WHAT THE TASK ASKS -> Go over the data below and say how many lines hold the word "例幣使街道". Only the number is needed.
BEGIN RECORDS FOR THIS TASK
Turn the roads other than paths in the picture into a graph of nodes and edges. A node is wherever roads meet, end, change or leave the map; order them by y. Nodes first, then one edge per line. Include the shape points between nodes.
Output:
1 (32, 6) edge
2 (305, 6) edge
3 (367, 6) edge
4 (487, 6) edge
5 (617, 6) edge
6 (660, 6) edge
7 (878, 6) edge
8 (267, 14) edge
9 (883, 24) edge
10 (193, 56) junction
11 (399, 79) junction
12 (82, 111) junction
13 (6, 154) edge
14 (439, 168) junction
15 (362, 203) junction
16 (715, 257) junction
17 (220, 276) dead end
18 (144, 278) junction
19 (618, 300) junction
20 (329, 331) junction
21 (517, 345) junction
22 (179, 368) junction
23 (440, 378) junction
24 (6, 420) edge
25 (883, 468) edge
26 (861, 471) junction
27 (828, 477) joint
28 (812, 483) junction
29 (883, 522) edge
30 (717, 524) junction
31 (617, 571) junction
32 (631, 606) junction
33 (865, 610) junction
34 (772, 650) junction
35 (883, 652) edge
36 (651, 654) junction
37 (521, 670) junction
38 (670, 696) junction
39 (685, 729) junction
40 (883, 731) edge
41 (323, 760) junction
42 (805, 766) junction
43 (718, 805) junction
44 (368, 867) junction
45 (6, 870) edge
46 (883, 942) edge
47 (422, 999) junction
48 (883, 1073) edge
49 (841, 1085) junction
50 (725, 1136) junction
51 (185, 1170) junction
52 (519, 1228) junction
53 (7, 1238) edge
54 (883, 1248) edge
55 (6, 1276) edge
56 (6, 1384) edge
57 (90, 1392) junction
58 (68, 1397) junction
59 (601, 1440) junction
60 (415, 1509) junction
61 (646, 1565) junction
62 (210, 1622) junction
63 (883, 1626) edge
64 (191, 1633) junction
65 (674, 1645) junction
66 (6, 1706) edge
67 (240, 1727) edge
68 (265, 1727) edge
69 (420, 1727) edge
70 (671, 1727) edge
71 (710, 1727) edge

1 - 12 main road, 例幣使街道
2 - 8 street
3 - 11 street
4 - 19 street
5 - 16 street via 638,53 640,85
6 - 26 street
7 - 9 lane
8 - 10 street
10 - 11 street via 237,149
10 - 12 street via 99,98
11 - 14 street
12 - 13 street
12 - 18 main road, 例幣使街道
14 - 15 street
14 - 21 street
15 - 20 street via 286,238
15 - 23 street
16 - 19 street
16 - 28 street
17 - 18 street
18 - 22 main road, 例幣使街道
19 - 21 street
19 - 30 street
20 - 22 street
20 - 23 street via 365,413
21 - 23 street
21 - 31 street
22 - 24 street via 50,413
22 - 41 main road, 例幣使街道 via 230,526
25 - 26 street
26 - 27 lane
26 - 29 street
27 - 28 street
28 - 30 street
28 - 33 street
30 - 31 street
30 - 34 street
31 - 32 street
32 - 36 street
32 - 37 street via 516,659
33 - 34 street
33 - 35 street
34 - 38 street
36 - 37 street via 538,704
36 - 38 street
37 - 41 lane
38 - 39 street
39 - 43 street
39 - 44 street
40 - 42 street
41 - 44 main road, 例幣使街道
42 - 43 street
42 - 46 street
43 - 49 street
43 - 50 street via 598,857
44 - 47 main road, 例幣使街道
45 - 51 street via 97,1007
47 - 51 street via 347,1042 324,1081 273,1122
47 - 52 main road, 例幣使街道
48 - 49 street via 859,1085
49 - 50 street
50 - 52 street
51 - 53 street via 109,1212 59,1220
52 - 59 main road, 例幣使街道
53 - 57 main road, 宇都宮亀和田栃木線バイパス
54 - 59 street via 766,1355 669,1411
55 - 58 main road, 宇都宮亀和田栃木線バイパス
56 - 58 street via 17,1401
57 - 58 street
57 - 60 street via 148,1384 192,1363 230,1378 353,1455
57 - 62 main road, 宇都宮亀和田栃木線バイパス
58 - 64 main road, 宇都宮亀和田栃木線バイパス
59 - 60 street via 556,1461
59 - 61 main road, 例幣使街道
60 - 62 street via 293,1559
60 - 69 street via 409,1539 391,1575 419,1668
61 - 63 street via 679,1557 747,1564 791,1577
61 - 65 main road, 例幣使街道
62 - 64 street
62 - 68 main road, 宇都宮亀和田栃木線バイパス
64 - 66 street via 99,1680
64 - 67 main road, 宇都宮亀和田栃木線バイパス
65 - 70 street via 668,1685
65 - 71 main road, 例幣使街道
END RECORDS FOR THIS TASK
WRITTEN SOLUTION -> 11